Летом на отдыхе мой приятель сказал грубое словцо некоему мужчине в разгаре обычной и мелкой, даже микроскопически мелкой стычки. Перепалка произошла в шумной и людной столовке, где мы питались. Мужчина только что поел и уже поднимался со стула, а мой приятель искал, где сесть, — или же они оба искали? — суть в том, что нужно было успеть занять стул; стульев в столовке не хватало.

Пообедав, мы пошли к реке; тут я вспомнил, что этот толстый мужчина, кажется, сам Колобов: директор крупного НИИ, человек, в орбите которого в числе нескольких не сотен, а тысяч других мелких мошек вращался и кружил мой приятель, сам по себе тоже человек не самый маленький. «Да? — сказал мой приятель. — Это Колобов?
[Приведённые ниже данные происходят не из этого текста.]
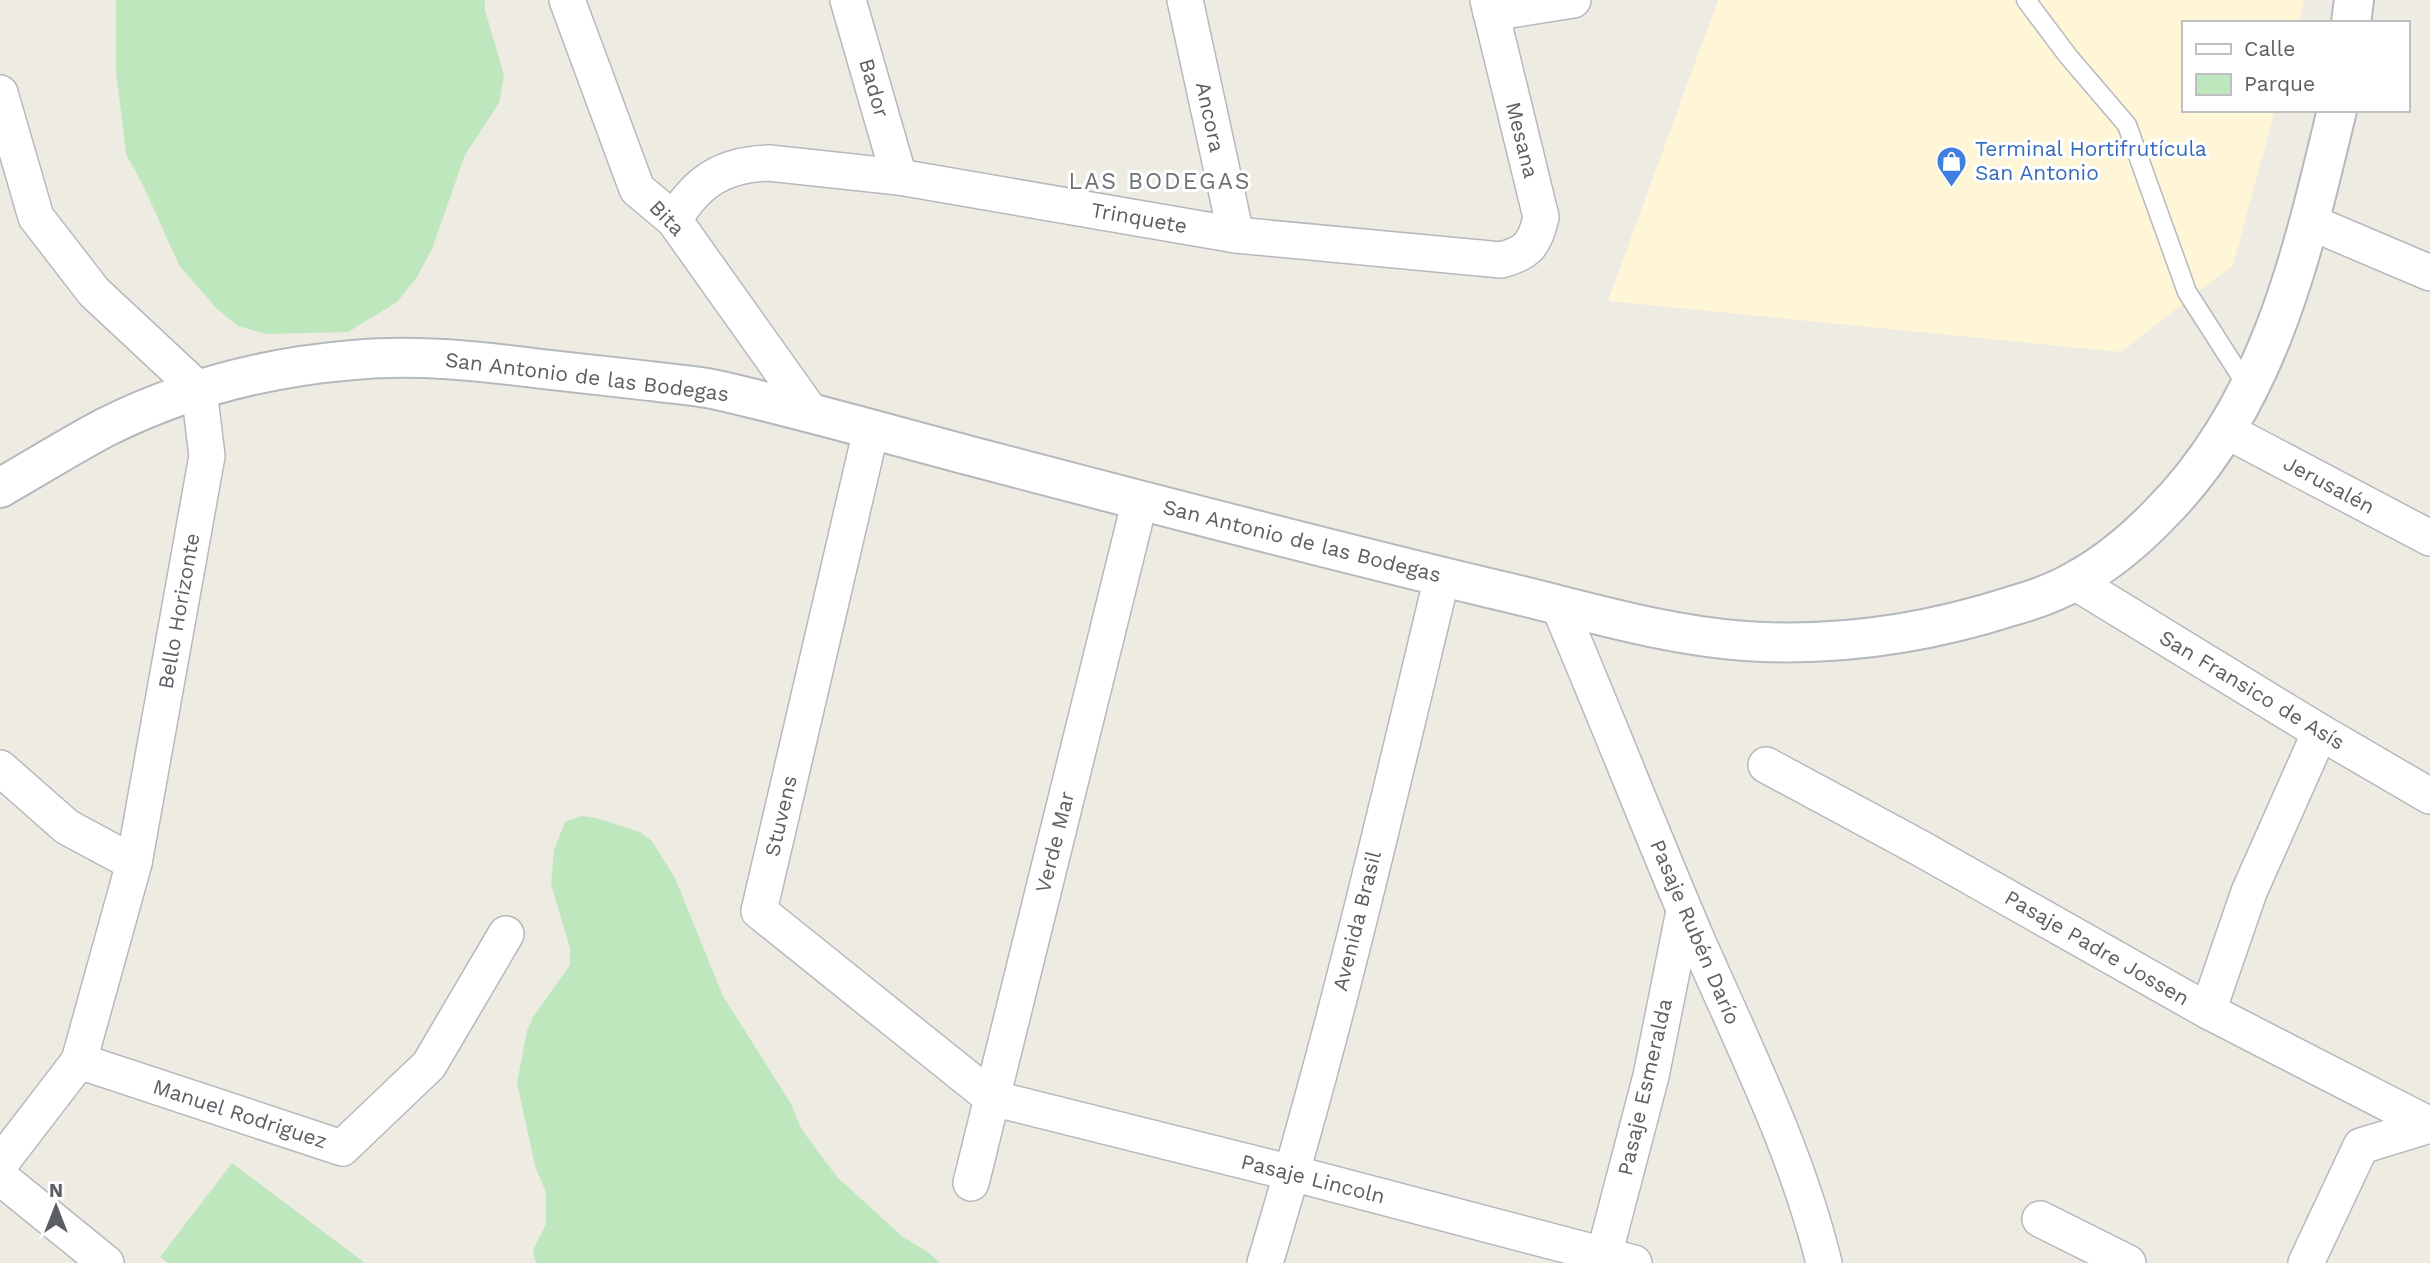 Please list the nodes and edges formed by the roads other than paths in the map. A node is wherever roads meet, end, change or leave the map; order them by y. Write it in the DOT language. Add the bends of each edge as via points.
graph roads {
  1 [pos="568,0"];
  2 [pos="848,0"];
  3 [pos="1185,0"];
  4 [pos="1573,0"];
  5 [pos="2026,0"];
  6 [pos="2354,0"];
  7 [pos="1490,7"];
  8 [pos="2351,21"];
  9 [pos="0,93"];
  10 [pos="2337,112"];
  11 [pos="899,177"];
  12 [pos="674,220"];
  13 [pos="2310,222"];
  14 [pos="1236,234"];
  15 [pos="1501,260"];
  16 [pos="2430,273"];
  17 [pos="199,390"];
  18 [pos="2249,390"];
  19 [pos="812,414"];
  20 [pos="871,430"];
  21 [pos="2227,431"];
  22 [pos="0,488"];
  23 [pos="1140,500"];
  24 [pos="2430,538"];
  25 [pos="1442,577"];
  26 [pos="2075,582"];
  27 [pos="1558,604"];
  28 [pos="2320,732"];
  29 [pos="1766,765"];
  30 [pos="0,768"];
  31 [pos="2430,796"];
  32 [pos="134,863"];
  33 [pos="1684,911"];
  34 [pos="506,934"];
  35 [pos="2207,1011"];
  36 [pos="79,1061"];
  37 [pos="992,1098"];
  38 [pos="2430,1125"];
  39 [pos="0,1164"];
  40 [pos="1292,1173"];
  41 [pos="0,1177"];
  42 [pos="971,1183"];
  43 [pos="2040,1219"];
  44 [pos="1613,1260"];
  45 [pos="106,1263"];
  46 [pos="1265,1263"];
  47 [pos="1824,1263"];
  48 [pos="2128,1263"];
  49 [pos="2306,1263"];
  1 -- 12 [label="street, Bita" via="637,189"];
  2 -- 11 [label="street, Bador"];
  3 -- 14 [label="street, Ancora"];
  4 -- 7 [label="street"];
  5 -- 18 [label="lane" via="2127,125 2187,292"];
  6 -- 8 [label="street"];
  7 -- 15 [label="street, Mesana" via="1541,217 1528,249"];
  9 -- 17 [label="street" via="36,216 94,292"];
  10 -- 13 [label="street, San Antonio de las Bodegas"];
  11 -- 12 [label="street, Trinquete" via="748,163 710,178 683,204"];
  11 -- 14 [label="street, Trinquete"];
  12 -- 19 [label="street, Bita"];
  13 -- 16 [label="street"];
  13 -- 18 [label="street, San Antonio de las Bodegas" via="2287,302"];
  14 -- 15 [label="street, Trinquete"];
  17 -- 19 [label="street, San Antonio de las Bodegas" via="304,365 411,357 710,388"];
  17 -- 22 [label="street, San Antonio de las Bodegas" via="105,428"];
  17 -- 32 [label="street, Bello Horizonte" via="206,456"];
  18 -- 21 [label="street, San Antonio de las Bodegas"];
  19 -- 20 [label="street, San Antonio de las Bodegas"];
  20 -- 23 [label="street, San Antonio de las Bodegas"];
  20 -- 37 [label="street, Stuvens" via="759,911"];
  21 -- 24 [label="street, Jerusalén"];
  21 -- 26 [label="street, San Antonio de las Bodegas" via="2157,518"];
  23 -- 25 [label="street, San Antonio de las Bodegas"];
  23 -- 37 [label="street, Verde Mar"];
  25 -- 27 [label="street, San Antonio de las Bodegas"];
  25 -- 40 [label="street, Avenida Brasil"];
  26 -- 27 [label="street, San Antonio de las Bodegas" via="1977,618 1927,630 1804,642 1677,632"];
  26 -- 28 [label="street, San Fransico de Asís"];
  27 -- 33 [label="street, Pasaje Rubén Darío"];
  28 -- 31 [label="street, San Fransico de Asís"];
  28 -- 35 [label="street" via="2249,892"];
  29 -- 35 [label="street, Pasaje Padre Jossen"];
  30 -- 32 [label="street" via="68,827"];
  32 -- 36 [label="street, Bello Horizonte"];
  33 -- 44 [label="street, Pasaje Esmeralda"];
  33 -- 47 [label="street, Pasaje Rubén Darío" via="1793,1163"];
  34 -- 36 [label="street, Manuel Rodriguez" via="429,1065 342,1148"];
  35 -- 38 [label="street, Pasaje Padre Jossen"];
  36 -- 39 [label="street, Bello Horizonte"];
  37 -- 40 [label="street, Pasaje Lincoln"];
  37 -- 42 [label="street, Verde Mar"];
  38 -- 49 [label="street" via="2361,1146"];
  40 -- 44 [label="street, Pasaje Lincoln"];
  40 -- 46 [label="street, Avenida Brasil"];
  41 -- 45 [label="street"];
  43 -- 48 [label="street"];
}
Это Колобову я сказанул словцо — неужели?» — и приятель этак хмыкнул и победоносно улыбнулся: так, мол, ему, толстому, и надо.

Тем не менее в приятеле моем конфуз возник, и сидел в нем этот конфуз куда глубже, чем он сам мог предположить, таился на такой глубине, на какой только и может таиться забытое. Начались кое-какие перемены. Виктор, так звали моего приятеля, невольно и даже как бы нехотя стал поглядывать на сановного человека. Он вроде бы отмечал каждый раз, каким шагом Колобов входит в столовую, как садится за стол и как ест. Дальше — больше. Поев, мы обычно шли к реке: у всех там были ежедневные и нехитрые маршруты: либо в сторону столовой, либо к реке. И вот, завидя впереди теперь уже хорошо знакомую нам полную фигуру, мой Виктор прибавлял шагу. Я тоже прибавлял. Колобов прогуливался с какой-то некрасивой, сердитой женщиной, Колобов был недалеко — он был уже в пределах негромкого голоса, и тогда Виктор довольно громко и звучно говорил мне:

— Все это глупости, дружок. В нашей жизни есть, конечно, мистика, но только совсем иная! — Или что-то вроде говорил он. Такая вот многозначительность. И под такие вот отточенные не нашим веком его реплики мы мало-помалу обгоняли впереди идущих. Мне делалось неловко: отраженный конфуз. Иногда я даже раздражался: пусть бы он меня предупредил или разъяснил, что хоть за пьесу мы разыгрываем и зачем, — пусть бы без неожиданностей.

Но штука была в том, что Виктор сам не знал, что за пьеса в нем разыгрывается и зачем она; повторяю, это происходило в нем невольно. Это как бы высвобождалось в нем и всплывало наверх.